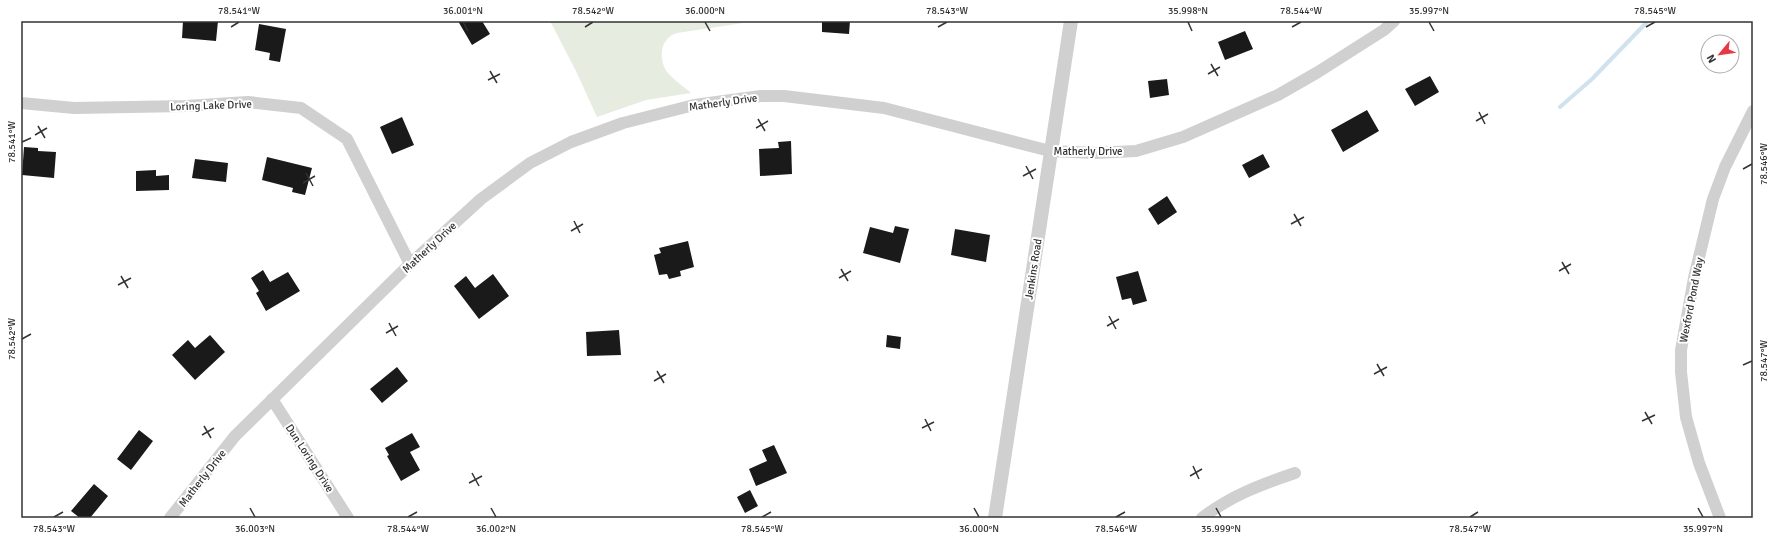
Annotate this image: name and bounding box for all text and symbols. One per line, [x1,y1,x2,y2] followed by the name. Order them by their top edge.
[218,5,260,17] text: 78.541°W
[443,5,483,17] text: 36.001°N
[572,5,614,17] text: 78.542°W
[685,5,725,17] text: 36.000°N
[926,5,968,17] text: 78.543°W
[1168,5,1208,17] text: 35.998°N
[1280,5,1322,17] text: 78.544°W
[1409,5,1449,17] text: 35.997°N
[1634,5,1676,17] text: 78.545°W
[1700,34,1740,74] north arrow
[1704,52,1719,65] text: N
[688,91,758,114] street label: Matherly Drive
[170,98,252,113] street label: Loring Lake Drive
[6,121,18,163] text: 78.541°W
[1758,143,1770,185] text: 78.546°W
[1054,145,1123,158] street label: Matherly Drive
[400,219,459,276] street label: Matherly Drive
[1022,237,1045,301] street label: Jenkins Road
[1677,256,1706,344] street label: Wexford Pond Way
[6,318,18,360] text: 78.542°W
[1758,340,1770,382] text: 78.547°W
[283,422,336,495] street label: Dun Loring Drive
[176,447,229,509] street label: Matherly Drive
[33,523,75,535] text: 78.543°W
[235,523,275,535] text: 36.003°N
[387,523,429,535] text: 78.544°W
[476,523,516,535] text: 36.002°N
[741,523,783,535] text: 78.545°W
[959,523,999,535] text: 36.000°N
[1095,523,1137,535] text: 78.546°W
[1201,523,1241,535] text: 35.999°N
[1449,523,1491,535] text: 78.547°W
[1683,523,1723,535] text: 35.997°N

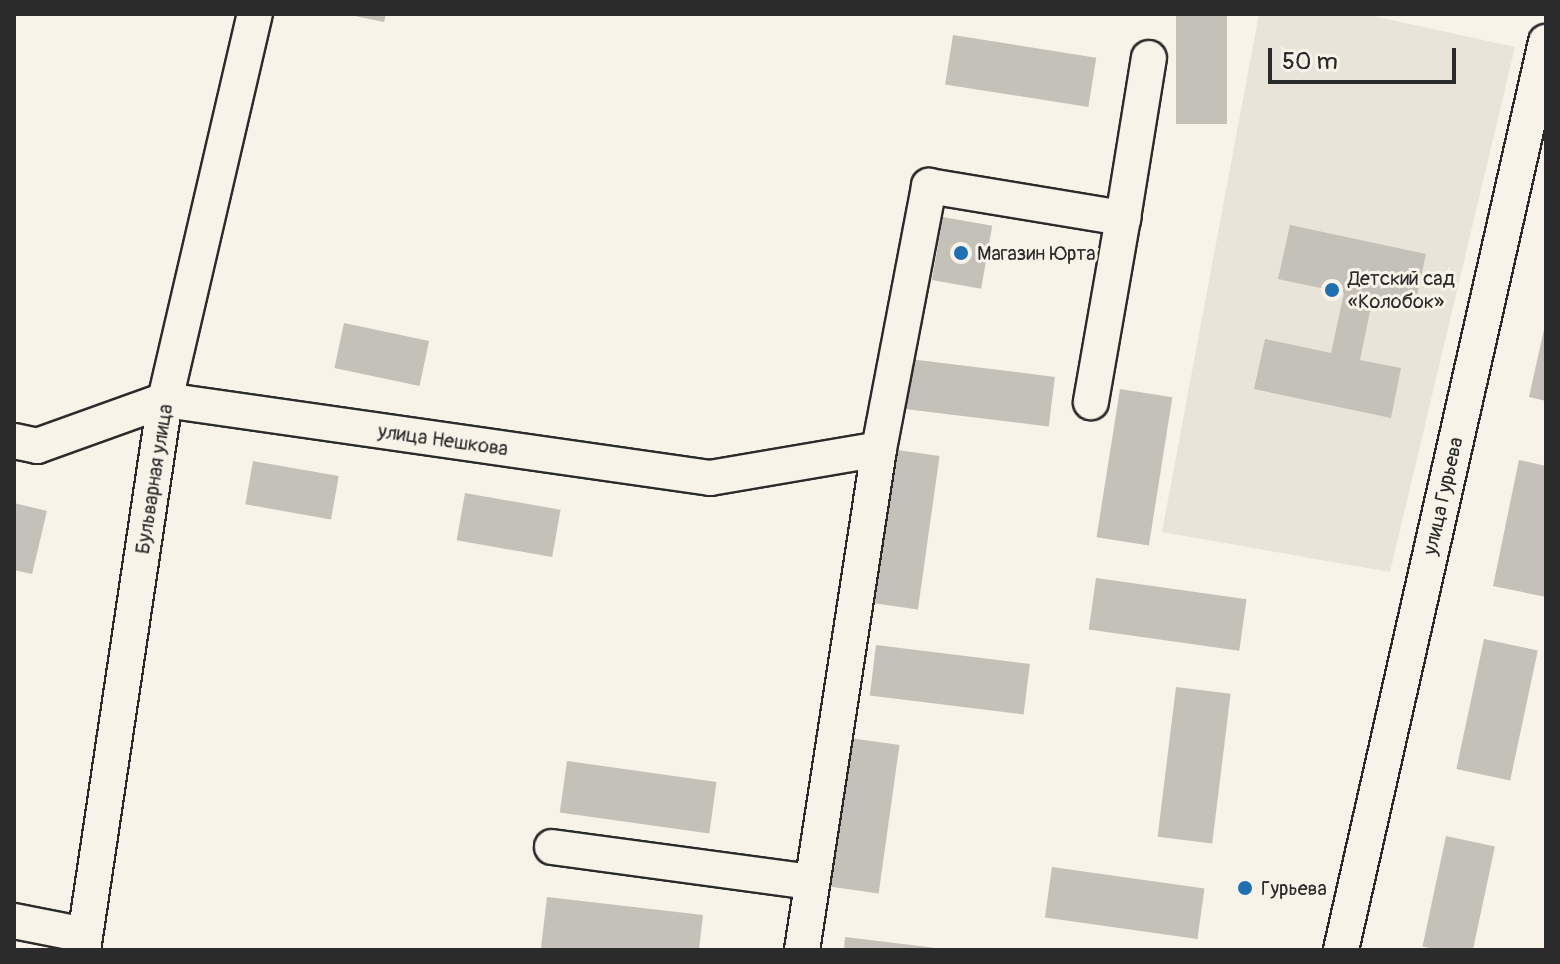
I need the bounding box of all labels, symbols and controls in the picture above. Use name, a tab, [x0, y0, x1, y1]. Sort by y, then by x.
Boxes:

- [Exercise brief]: This exercise calls for the line containing "I need the bounding" and each line after it in the records, copied exactly.

- [Your response]:
I need the bounding box of all labels, symbols and controls in the picture above. Use name, a tab, [x0, y0, x1, y1]. Sort by y, then by x.
Boxes:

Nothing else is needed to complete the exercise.